● How to complete this task
Starting at the line with "ring tip: (443, 164)", return every line through the final one of the data, word for word. Pictures stay out.

┌─ Data extract

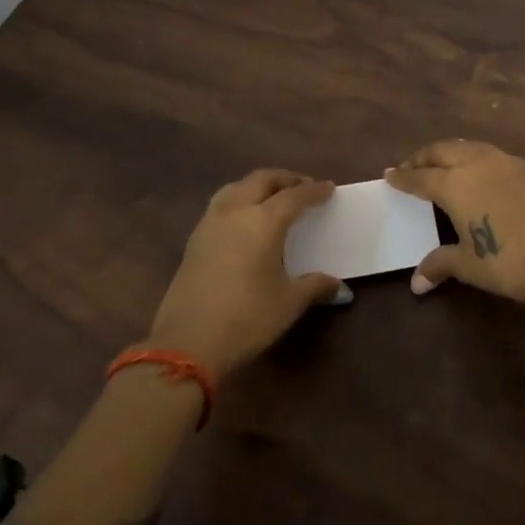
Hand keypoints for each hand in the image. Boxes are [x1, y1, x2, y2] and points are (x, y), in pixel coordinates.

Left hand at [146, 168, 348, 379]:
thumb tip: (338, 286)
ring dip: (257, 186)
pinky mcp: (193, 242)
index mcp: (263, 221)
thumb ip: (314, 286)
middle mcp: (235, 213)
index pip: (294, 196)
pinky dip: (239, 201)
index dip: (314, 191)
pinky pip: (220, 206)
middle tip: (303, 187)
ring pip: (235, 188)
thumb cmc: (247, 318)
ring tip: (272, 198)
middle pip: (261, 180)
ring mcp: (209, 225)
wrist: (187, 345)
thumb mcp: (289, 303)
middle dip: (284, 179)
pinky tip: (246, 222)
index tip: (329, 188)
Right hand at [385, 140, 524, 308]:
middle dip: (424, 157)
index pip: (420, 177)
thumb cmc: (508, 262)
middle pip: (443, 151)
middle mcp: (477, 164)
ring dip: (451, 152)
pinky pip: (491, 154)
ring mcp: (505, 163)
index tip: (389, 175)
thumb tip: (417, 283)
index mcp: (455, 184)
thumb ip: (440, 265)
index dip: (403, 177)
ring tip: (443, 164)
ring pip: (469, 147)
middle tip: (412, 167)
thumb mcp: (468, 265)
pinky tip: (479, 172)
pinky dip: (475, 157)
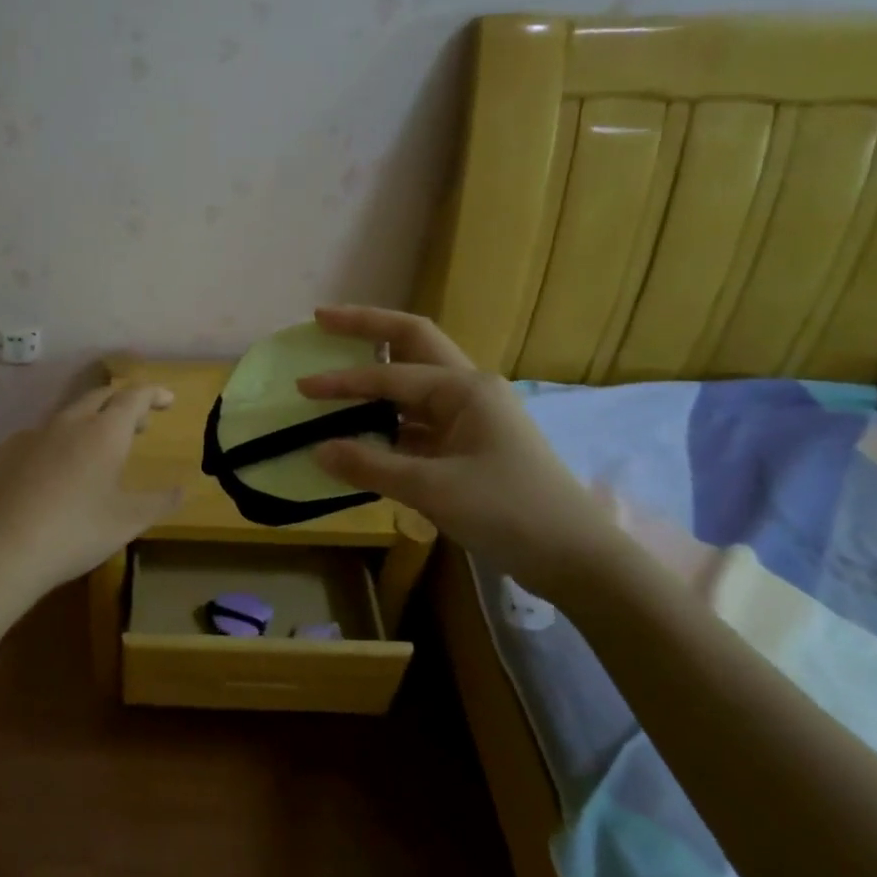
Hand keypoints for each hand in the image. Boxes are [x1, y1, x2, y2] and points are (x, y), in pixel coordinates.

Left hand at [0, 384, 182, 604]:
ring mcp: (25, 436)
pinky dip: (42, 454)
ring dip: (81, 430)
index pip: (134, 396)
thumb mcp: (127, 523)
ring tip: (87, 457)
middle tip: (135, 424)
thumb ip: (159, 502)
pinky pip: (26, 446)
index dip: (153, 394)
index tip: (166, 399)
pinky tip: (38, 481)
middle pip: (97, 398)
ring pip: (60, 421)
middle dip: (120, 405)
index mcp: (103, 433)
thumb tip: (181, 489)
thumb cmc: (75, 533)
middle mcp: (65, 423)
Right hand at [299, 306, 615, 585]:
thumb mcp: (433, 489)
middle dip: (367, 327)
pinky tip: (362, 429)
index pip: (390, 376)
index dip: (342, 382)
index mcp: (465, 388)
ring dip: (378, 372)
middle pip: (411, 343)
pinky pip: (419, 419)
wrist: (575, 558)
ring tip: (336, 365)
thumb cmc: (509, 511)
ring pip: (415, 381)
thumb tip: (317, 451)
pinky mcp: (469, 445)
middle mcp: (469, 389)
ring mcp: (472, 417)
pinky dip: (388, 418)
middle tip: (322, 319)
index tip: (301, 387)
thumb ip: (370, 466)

└─

● Exercise result
ring tip: (443, 164)
ring pip: (469, 147)
middle tip: (412, 167)
thumb mcp: (468, 265)
pinky tip: (479, 172)
pinky dip: (475, 157)
Hand keypoints for each hand in the image. Boxes are [x1, y1, x2, y2] and points are (x, y), in pixel coordinates.

Left hand at [0, 384, 182, 604]:
ring mcp: (25, 436)
pinky dip: (42, 454)
ring dip: (81, 430)
index pip: (134, 396)
thumb mcp: (127, 523)
ring tip: (87, 457)
middle tip: (135, 424)
thumb ip: (159, 502)
pinky pip: (26, 446)
index dip: (153, 394)
index tip: (166, 399)
pinky tip: (38, 481)
middle pip: (97, 398)
ring pip: (60, 421)
middle dip: (120, 405)
index mcp: (103, 433)
thumb tip: (181, 489)
thumb cmc: (75, 533)
middle mcp: (65, 423)
Right hand at [299, 306, 615, 585]:
thumb mcp: (433, 489)
middle dip: (367, 327)
pinky tip: (362, 429)
index pip: (390, 376)
index dip: (342, 382)
index mcp: (465, 388)
ring dip: (378, 372)
middle pip: (411, 343)
pinky pip: (419, 419)
wrist: (575, 558)
ring tip: (336, 365)
thumb cmc: (509, 511)
ring pip: (415, 381)
thumb tip: (317, 451)
pinky mcp: (469, 445)
middle mcp: (469, 389)
ring mcp: (472, 417)
pinky dip: (388, 418)
middle tip: (322, 319)
index tip: (301, 387)
thumb ip: (370, 466)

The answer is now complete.